Stored data
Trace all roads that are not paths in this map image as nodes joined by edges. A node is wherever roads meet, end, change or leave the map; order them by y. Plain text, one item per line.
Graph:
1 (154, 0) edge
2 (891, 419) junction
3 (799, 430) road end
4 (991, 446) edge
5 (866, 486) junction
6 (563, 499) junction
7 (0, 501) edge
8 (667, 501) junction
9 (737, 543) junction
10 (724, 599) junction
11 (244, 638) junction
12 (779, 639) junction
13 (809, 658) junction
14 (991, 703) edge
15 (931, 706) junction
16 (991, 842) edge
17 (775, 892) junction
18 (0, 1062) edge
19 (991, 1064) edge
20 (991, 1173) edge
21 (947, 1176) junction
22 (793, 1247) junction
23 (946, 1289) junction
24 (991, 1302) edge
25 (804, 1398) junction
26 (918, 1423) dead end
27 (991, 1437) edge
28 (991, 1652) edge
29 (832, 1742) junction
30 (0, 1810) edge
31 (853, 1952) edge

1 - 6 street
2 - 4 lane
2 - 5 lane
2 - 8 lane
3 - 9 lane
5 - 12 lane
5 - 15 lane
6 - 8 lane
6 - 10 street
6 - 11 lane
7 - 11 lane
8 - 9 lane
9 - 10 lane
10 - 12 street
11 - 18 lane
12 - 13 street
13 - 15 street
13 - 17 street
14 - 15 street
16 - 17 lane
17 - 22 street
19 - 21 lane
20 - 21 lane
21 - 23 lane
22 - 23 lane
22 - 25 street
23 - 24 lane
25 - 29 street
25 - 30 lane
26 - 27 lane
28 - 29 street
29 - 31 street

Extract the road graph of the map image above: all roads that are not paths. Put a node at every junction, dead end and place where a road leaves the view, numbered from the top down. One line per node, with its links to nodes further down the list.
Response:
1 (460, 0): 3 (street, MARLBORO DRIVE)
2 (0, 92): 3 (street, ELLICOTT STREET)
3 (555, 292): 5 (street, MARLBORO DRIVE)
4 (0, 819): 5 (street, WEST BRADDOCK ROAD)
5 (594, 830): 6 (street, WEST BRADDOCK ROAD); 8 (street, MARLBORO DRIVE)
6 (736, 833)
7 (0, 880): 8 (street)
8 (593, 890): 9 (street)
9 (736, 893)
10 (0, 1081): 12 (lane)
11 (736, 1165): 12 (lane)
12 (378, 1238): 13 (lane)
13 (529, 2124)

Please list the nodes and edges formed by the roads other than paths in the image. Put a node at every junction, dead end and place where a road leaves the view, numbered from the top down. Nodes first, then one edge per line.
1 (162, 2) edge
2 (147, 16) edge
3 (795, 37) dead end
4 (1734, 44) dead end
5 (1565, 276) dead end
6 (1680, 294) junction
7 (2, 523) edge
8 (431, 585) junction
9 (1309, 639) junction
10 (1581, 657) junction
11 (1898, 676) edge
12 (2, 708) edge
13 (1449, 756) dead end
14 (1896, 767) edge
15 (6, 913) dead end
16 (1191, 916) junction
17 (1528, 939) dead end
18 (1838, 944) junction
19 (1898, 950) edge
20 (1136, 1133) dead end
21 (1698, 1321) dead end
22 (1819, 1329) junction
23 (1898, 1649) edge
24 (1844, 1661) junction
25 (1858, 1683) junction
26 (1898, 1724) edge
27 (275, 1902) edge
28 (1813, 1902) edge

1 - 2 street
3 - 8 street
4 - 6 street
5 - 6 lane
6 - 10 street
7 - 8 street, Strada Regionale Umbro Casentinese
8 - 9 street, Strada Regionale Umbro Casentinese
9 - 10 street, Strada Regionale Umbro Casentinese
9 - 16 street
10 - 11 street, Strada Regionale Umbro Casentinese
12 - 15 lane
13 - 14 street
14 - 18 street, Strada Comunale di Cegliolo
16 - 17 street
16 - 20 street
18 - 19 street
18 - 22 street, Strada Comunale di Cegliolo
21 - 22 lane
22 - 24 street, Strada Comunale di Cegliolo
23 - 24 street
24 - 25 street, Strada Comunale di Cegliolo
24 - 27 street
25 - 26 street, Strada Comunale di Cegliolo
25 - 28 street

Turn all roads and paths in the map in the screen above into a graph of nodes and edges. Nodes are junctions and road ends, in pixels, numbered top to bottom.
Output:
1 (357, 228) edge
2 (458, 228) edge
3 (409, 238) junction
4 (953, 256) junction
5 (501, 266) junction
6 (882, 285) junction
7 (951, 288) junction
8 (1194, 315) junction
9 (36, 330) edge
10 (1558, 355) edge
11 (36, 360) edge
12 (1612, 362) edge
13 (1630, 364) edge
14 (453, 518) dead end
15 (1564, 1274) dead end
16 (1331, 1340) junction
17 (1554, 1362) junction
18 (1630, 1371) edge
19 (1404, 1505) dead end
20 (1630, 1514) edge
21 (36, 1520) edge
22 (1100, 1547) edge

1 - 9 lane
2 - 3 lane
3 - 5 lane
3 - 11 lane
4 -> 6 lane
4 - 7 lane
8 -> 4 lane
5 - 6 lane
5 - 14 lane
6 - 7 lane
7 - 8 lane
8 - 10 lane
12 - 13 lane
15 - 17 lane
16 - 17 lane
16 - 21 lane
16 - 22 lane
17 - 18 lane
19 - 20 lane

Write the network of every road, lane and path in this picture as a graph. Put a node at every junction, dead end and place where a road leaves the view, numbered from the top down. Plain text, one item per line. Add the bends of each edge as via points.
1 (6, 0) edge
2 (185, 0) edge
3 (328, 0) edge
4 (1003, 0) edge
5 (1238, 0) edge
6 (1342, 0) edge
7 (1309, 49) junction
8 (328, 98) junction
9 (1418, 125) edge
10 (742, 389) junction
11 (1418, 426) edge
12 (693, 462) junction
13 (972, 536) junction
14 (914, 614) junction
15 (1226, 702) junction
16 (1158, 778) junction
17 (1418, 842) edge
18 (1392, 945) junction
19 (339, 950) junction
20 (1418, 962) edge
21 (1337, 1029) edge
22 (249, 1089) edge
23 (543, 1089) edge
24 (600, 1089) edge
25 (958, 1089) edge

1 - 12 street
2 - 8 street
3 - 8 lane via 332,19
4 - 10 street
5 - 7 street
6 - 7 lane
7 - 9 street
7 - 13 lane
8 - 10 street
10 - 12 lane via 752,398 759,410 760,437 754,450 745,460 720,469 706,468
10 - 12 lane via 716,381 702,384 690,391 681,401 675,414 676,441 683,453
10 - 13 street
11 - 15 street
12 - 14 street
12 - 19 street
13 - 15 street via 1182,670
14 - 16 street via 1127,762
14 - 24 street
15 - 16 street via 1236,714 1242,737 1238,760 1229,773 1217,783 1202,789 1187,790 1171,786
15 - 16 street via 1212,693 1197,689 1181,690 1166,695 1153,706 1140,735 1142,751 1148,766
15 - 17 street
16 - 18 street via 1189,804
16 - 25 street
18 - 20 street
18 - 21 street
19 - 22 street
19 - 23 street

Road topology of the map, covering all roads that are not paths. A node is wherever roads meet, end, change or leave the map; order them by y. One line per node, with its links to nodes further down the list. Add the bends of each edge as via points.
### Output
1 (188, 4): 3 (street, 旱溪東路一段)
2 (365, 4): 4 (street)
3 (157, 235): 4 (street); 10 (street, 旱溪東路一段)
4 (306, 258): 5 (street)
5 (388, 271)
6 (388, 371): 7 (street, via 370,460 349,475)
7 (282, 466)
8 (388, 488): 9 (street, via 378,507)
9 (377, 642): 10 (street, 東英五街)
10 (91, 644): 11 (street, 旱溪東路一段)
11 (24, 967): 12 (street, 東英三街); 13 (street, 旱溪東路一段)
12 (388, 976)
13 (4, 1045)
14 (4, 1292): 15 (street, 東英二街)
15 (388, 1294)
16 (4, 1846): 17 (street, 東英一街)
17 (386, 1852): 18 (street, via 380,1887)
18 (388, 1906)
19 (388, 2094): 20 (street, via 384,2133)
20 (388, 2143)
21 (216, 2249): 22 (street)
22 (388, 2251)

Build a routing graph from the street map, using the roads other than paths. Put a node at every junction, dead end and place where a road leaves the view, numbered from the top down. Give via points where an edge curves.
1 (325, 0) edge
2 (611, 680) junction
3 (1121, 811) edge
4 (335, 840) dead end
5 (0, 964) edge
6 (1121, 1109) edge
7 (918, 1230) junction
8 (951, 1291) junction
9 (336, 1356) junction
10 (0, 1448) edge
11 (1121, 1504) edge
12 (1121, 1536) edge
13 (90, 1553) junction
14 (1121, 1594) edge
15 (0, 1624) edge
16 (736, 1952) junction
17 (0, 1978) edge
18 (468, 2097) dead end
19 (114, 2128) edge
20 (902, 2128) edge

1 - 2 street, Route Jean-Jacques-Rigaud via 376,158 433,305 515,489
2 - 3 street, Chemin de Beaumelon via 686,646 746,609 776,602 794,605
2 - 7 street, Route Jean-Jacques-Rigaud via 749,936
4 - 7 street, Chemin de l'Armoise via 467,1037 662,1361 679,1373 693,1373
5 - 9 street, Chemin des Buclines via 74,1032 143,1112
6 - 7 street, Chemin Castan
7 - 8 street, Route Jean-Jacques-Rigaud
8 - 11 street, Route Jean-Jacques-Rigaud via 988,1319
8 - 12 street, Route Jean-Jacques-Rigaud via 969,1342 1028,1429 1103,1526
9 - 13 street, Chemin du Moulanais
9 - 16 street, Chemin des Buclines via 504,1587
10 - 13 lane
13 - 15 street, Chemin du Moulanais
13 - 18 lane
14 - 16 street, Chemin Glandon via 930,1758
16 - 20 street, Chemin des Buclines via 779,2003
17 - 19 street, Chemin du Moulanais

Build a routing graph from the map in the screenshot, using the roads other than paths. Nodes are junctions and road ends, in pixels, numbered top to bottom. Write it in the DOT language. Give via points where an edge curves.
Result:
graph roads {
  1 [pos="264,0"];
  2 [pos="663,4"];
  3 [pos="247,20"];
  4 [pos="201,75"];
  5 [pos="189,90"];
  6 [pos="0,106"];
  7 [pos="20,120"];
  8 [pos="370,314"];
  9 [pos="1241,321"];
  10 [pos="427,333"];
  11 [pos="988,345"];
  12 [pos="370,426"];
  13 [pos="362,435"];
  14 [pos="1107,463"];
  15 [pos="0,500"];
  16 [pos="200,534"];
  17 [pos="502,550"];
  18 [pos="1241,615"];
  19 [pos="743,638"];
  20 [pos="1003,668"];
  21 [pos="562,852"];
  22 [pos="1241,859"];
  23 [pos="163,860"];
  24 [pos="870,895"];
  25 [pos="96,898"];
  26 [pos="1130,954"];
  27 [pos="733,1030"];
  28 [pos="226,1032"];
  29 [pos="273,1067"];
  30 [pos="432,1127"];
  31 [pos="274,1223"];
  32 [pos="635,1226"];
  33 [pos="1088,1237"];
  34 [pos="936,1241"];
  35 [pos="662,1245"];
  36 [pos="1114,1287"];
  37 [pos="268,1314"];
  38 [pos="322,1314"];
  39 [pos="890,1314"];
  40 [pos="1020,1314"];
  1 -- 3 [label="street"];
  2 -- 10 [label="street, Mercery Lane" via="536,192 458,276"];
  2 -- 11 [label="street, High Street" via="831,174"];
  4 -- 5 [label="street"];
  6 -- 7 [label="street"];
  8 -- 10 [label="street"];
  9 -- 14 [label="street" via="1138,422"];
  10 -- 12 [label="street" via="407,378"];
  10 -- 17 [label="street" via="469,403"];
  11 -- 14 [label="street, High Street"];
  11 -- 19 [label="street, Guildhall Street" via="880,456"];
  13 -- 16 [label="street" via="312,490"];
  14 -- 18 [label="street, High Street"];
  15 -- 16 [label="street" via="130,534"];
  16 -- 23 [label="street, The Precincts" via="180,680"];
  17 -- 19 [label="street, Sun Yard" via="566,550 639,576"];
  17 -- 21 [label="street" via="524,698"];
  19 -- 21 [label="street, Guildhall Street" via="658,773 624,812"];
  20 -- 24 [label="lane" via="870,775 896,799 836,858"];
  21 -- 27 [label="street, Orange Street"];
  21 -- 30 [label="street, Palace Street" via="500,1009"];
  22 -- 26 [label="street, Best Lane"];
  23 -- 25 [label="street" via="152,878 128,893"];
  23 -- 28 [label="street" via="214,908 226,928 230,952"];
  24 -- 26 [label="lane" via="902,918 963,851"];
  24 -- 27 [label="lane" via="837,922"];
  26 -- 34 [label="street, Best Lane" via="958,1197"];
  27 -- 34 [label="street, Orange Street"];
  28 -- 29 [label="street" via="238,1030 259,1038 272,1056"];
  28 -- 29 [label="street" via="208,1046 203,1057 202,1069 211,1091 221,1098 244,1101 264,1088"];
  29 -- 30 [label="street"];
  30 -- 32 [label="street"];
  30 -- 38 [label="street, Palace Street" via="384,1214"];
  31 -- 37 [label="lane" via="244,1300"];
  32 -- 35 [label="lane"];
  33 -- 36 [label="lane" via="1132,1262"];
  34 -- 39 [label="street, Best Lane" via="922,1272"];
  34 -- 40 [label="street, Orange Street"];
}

- What is expected -
The answer must consist of every line above that contains the word "Strada".

- Answer to this task -
7 - 8 street, Strada Regionale Umbro Casentinese
8 - 9 street, Strada Regionale Umbro Casentinese
9 - 10 street, Strada Regionale Umbro Casentinese
10 - 11 street, Strada Regionale Umbro Casentinese
14 - 18 street, Strada Comunale di Cegliolo
18 - 22 street, Strada Comunale di Cegliolo
22 - 24 street, Strada Comunale di Cegliolo
24 - 25 street, Strada Comunale di Cegliolo
25 - 26 street, Strada Comunale di Cegliolo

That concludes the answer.